— ACTIVITY —
Write out, character for character, the line containing "Trace the roads" and all lines after it up to the end of the listing.

— TASK INPUTS —
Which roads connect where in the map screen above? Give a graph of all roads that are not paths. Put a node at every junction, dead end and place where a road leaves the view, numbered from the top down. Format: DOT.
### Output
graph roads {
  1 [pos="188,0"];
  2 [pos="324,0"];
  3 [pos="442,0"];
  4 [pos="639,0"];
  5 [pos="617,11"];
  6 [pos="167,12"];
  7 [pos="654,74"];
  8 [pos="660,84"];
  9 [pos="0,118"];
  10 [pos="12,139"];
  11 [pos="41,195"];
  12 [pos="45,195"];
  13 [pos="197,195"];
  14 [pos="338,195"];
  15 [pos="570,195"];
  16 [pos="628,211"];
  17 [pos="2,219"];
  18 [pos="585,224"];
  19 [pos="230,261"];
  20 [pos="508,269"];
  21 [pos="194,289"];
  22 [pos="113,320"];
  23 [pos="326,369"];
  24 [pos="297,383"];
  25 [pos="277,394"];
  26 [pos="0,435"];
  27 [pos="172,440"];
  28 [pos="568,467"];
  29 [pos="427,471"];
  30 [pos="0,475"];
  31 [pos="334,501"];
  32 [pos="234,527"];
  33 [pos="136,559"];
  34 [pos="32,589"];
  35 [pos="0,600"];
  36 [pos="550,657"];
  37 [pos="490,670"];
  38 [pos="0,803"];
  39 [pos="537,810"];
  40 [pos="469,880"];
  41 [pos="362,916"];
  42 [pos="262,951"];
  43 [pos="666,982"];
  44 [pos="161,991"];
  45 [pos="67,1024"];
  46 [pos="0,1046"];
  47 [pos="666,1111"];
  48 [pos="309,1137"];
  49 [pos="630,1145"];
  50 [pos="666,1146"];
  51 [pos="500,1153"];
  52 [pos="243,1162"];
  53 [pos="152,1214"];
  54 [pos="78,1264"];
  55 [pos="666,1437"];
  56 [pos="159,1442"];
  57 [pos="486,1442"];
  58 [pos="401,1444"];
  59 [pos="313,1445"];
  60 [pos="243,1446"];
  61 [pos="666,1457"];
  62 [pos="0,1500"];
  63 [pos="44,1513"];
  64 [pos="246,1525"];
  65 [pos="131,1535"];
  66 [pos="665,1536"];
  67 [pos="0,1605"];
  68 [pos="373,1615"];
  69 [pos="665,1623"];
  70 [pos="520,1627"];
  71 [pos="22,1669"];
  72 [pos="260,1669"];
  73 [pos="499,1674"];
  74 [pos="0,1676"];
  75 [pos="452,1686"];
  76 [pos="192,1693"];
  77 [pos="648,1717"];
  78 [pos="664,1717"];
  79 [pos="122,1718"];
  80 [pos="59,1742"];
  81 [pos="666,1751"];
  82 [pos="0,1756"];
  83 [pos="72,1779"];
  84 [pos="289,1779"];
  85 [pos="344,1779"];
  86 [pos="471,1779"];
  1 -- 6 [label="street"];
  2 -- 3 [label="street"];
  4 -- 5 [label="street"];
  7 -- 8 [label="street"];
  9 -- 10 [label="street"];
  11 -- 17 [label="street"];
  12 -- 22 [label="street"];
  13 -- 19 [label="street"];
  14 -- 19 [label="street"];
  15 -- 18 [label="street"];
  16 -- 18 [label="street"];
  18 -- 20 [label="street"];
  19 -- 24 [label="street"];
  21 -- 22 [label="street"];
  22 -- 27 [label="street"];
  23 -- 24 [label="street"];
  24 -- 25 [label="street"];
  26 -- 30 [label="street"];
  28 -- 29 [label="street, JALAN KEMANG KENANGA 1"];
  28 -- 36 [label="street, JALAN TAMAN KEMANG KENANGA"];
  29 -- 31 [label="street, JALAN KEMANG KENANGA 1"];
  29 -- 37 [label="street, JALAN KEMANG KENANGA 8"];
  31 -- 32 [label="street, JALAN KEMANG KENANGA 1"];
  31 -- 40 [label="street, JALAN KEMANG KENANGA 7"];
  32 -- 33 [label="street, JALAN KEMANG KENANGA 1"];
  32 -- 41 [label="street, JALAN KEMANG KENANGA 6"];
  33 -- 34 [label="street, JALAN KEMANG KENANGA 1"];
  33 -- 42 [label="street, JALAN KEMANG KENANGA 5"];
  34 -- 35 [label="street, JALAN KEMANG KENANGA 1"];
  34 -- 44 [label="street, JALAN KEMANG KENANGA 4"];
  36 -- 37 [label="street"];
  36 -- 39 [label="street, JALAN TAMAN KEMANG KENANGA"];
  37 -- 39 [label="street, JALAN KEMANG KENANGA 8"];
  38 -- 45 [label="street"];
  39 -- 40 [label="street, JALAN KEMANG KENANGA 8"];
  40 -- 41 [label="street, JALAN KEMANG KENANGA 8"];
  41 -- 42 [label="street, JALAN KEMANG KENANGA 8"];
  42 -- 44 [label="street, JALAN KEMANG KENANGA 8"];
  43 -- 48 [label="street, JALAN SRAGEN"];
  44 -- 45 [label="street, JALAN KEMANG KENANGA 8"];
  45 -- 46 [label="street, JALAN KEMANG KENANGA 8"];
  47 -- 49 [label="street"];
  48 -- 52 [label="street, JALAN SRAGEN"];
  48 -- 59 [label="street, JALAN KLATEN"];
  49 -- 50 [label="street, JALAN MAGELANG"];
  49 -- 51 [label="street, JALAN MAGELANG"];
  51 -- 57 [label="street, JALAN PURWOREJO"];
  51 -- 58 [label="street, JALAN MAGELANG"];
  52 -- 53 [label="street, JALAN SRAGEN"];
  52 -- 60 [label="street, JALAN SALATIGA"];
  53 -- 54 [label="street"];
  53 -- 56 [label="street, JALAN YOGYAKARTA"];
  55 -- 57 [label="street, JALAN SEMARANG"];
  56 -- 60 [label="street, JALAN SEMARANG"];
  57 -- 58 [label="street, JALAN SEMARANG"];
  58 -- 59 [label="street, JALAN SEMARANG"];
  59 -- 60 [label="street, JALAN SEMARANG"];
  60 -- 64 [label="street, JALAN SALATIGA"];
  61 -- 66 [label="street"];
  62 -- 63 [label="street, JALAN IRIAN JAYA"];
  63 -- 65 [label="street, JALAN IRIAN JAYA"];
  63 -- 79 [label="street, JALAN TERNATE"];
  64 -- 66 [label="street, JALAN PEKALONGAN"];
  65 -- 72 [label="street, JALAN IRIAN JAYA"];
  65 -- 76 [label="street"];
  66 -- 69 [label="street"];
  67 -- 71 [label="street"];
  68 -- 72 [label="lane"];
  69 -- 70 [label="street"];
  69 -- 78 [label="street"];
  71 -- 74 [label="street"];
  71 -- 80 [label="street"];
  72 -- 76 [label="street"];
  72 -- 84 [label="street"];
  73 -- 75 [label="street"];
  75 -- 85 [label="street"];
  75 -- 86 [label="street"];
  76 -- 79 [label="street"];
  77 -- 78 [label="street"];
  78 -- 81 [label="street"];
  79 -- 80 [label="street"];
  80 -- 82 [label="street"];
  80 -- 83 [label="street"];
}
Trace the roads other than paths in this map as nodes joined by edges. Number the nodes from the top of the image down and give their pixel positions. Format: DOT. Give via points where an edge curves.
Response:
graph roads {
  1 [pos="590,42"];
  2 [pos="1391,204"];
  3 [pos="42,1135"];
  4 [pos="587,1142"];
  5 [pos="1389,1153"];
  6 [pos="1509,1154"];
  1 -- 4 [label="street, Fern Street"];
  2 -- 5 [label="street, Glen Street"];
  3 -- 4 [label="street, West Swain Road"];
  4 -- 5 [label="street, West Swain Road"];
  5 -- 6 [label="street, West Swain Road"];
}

— WORKED SOLUTION —
Trace the roads other than paths in this map as nodes joined by edges. Number the nodes from the top of the image down and give their pixel positions. Format: DOT. Give via points where an edge curves.
Response:
graph roads {
  1 [pos="590,42"];
  2 [pos="1391,204"];
  3 [pos="42,1135"];
  4 [pos="587,1142"];
  5 [pos="1389,1153"];
  6 [pos="1509,1154"];
  1 -- 4 [label="street, Fern Street"];
  2 -- 5 [label="street, Glen Street"];
  3 -- 4 [label="street, West Swain Road"];
  4 -- 5 [label="street, West Swain Road"];
  5 -- 6 [label="street, West Swain Road"];
}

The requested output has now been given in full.